Mistral CEO confirmed that Miqu is a prototype Mistral 70b. So this is a finetune of the padded dequantized version? Interesting!

Undi95

NeverSleep org Feb 1

Mistral CEO confirmed that Miqu is a prototype Mistral 70b. So this is a finetune of the padded dequantized version? Interesting!

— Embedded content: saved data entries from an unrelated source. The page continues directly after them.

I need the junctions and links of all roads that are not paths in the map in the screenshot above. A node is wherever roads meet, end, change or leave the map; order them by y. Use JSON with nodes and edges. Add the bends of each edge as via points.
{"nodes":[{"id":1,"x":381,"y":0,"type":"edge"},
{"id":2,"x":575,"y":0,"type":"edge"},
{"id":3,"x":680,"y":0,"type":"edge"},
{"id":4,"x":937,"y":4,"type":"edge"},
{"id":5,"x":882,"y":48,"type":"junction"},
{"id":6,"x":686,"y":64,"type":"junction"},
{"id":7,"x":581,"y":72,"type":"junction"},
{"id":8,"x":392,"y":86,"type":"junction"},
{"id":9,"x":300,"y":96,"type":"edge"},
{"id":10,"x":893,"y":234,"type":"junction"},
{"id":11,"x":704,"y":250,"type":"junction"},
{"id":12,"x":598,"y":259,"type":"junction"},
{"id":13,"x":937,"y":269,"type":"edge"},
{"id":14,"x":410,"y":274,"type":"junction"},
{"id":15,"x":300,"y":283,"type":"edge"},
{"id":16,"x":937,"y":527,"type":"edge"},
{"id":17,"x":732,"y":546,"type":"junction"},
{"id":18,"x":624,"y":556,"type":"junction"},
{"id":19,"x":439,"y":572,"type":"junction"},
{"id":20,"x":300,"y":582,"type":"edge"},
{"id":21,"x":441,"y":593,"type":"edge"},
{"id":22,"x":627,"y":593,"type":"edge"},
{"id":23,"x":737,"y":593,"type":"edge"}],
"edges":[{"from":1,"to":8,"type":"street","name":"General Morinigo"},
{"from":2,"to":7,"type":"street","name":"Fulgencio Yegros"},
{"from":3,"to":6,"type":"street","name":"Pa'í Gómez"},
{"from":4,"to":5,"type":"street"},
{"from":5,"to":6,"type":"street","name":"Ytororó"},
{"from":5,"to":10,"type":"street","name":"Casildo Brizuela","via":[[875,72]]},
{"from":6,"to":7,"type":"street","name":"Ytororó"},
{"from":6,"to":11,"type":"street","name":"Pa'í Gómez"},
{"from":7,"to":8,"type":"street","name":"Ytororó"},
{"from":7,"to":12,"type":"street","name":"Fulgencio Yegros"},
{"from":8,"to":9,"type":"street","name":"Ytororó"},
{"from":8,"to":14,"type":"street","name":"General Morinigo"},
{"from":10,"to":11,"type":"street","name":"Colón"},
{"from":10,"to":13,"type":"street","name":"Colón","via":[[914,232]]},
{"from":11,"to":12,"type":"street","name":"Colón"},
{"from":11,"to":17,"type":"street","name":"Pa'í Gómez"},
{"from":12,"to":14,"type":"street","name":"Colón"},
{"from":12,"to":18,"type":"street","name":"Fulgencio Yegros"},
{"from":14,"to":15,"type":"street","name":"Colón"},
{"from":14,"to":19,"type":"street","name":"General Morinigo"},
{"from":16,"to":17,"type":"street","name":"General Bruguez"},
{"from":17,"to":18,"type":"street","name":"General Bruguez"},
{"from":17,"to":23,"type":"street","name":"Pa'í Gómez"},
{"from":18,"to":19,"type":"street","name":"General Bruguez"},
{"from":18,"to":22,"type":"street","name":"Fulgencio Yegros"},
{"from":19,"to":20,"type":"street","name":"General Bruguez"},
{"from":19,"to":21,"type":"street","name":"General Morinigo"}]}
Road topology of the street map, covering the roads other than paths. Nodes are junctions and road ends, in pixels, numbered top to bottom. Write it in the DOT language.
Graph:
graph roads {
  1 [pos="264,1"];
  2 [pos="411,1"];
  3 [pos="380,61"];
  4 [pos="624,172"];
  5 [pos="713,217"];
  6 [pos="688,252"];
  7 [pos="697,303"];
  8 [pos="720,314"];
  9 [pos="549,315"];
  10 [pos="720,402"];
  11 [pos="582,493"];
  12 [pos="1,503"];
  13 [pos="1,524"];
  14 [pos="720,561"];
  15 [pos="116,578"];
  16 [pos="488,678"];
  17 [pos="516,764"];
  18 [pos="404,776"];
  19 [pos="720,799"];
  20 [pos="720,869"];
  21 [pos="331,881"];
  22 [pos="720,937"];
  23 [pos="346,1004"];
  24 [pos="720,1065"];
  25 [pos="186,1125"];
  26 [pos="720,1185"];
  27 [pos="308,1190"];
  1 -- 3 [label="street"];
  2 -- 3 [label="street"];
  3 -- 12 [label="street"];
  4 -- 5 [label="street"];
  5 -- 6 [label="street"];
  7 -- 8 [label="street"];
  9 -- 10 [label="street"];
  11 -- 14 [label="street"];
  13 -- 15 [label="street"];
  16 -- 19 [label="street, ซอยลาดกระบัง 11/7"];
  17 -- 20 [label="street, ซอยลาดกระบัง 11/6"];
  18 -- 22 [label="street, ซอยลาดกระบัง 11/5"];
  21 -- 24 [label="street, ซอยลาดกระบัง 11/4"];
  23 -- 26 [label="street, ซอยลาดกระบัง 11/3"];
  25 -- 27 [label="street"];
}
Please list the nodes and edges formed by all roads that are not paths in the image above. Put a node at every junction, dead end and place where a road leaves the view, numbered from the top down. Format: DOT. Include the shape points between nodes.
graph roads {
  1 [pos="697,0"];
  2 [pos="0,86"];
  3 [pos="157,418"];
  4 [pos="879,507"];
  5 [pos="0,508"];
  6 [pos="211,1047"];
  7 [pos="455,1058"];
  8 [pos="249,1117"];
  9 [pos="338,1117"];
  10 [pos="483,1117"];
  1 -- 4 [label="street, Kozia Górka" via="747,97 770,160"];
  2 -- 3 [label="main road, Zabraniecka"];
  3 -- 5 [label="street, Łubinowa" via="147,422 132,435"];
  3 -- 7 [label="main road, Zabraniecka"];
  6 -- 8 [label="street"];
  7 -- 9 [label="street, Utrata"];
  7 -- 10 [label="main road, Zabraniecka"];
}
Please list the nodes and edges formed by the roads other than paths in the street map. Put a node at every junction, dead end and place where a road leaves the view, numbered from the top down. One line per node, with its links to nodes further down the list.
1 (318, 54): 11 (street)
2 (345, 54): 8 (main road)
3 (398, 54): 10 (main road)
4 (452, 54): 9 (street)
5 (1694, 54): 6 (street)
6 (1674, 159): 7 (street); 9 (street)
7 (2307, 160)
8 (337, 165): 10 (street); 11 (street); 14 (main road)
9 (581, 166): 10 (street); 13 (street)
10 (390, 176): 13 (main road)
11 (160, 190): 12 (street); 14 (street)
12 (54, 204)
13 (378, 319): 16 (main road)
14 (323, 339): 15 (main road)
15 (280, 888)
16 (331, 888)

We finetuned on top of that : https://huggingface.co/152334H/miqu-1-70b-sf
Apparently it has less problem, less perplexity too. Fixes a bunch of things.

dillfrescott

Feb 1

https://twitter.com/arthurmensch/status/1752734898476007821 proof just in case someone reads that and doubts

dillfrescott

Feb 1

Ooooo nice!

morgul

Feb 2

It certainly seems to have it's own style of writing, much nicer than a lot of other models. I like it a lot just playing with it on it's own, need to play with settings to dial it in for Silly Tavern.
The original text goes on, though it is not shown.